Ich habe einen Bescheid des Versorgungsamtes bzgl. GdB zum JC geschickt, aber keine Eingangsbestätigung wie gefordert erhalten, gilt die Regelung „Antwort auf Verlangen“ noch? (1 Betrachter)

Betrachter - Thema (Registriert: 0, Gäste: 1)

G

Gelöschtes Mitglied

Gast
Ein freundliches Hallo, an Alle hier im Forum,

ich bin Neu hier und hätte eine Frage an Euch.
Ich habe vor geraumer Zeit einen Bescheid des Versorgungsamtes bzgl. GdB an das JC geschickt, mit der Bitte um Eingangsbestätigung. Nur hat nichts dergleichen getan. Beim nächsten Termin hatte ich dann nachgefragt ob denn besagter Bescheid eingegangen ist? Man sagte nach eifrigen offensichtlichem Suchen: Ja ist da.
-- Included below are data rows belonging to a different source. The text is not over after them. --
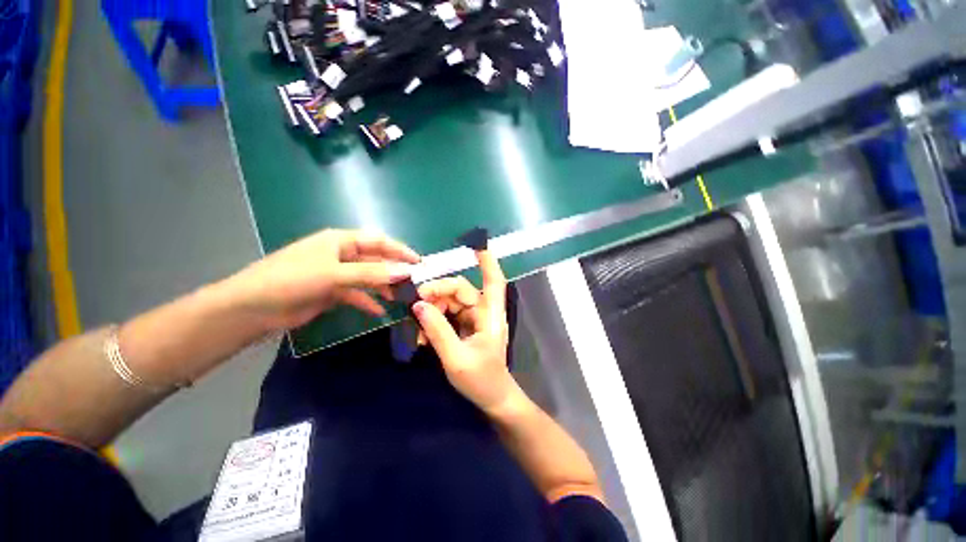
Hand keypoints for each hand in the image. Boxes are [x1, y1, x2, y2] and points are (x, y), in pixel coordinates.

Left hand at [228, 229, 419, 329]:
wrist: (252, 308)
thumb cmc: (291, 280)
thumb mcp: (334, 274)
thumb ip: (371, 273)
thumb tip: (404, 272)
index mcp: (341, 241)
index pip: (379, 241)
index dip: (400, 250)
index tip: (419, 263)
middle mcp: (341, 255)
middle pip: (376, 259)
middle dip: (395, 269)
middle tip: (415, 282)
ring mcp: (337, 274)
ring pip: (369, 277)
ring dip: (384, 286)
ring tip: (402, 297)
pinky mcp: (332, 292)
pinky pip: (357, 294)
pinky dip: (368, 301)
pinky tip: (380, 311)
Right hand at [412, 250, 521, 415]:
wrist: (492, 399)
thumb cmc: (481, 380)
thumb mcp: (456, 358)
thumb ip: (437, 331)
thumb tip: (418, 305)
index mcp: (490, 316)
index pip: (493, 282)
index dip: (487, 263)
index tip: (477, 246)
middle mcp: (483, 313)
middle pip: (460, 290)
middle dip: (437, 293)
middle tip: (415, 303)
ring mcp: (474, 320)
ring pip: (450, 302)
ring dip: (432, 310)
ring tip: (417, 328)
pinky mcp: (465, 328)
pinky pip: (447, 316)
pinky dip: (434, 321)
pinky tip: (422, 335)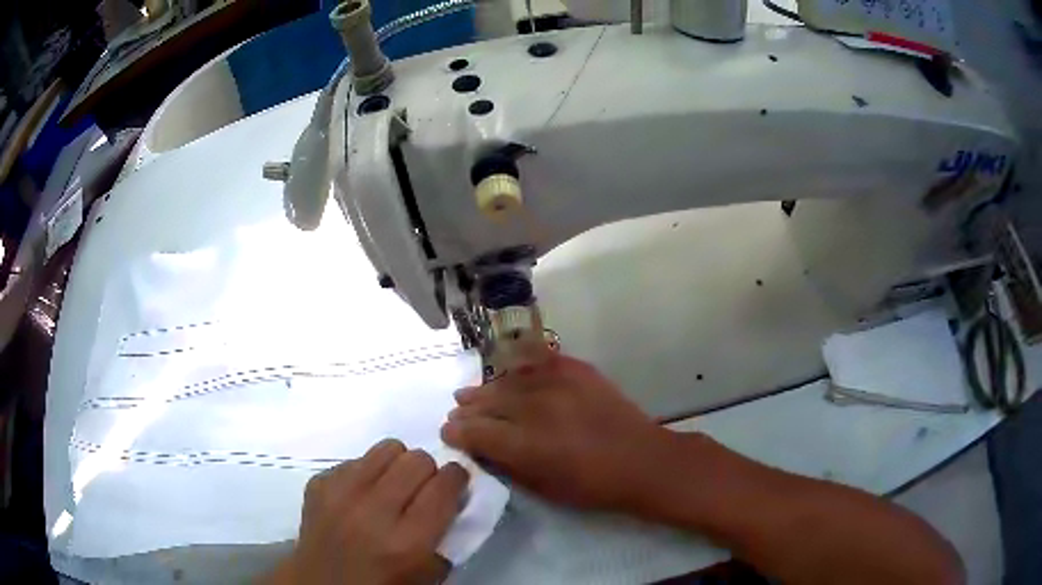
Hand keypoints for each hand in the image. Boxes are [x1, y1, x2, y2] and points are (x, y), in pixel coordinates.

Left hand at [275, 439, 468, 584]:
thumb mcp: (430, 575)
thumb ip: (448, 536)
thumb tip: (455, 497)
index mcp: (407, 542)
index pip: (444, 485)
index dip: (456, 479)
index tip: (454, 485)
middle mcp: (372, 512)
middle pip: (417, 460)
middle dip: (427, 471)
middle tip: (422, 490)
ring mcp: (340, 494)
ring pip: (386, 448)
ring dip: (397, 465)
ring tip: (391, 487)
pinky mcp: (318, 484)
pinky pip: (355, 460)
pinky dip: (365, 474)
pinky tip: (361, 498)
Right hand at [441, 353, 676, 511]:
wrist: (642, 461)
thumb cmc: (592, 486)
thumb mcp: (543, 488)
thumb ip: (507, 464)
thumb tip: (479, 447)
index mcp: (526, 444)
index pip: (476, 431)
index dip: (457, 431)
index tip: (447, 431)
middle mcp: (537, 408)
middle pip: (489, 402)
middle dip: (467, 408)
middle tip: (456, 410)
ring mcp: (559, 384)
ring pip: (509, 380)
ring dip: (487, 388)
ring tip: (471, 392)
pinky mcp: (578, 370)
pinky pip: (539, 361)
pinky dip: (519, 368)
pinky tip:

Auf meine Frage warum mir der Eingang nicht wie gefordert bestätigt wurde, sagte man mir ganz kurz und schnippisch: „Muß ich doch nicht“. Warum gibt es denn diese Regelung: „Antwort auf Verlangen“ wenn die dort denken die sind Gott und meinen die müssen sich nicht zucken?

Könnt ihr mir sagen ob diese Regelung noch gilt?

Was passiert denn eigentlich mit einem wenn so ein Bescheid GdB beim JC eingegangen ist? Bin seit 2017 wieder in der „normalen“ Vermittlung (Haifischbecken). War vorher jahrelang in der REHA-Vermittlung da ich nicht mehr voll Vermittelbar bin. Gibt es da bestimmte Vorgehensweisen?

Vielen Dank schonmal für Eure Antworten ;-))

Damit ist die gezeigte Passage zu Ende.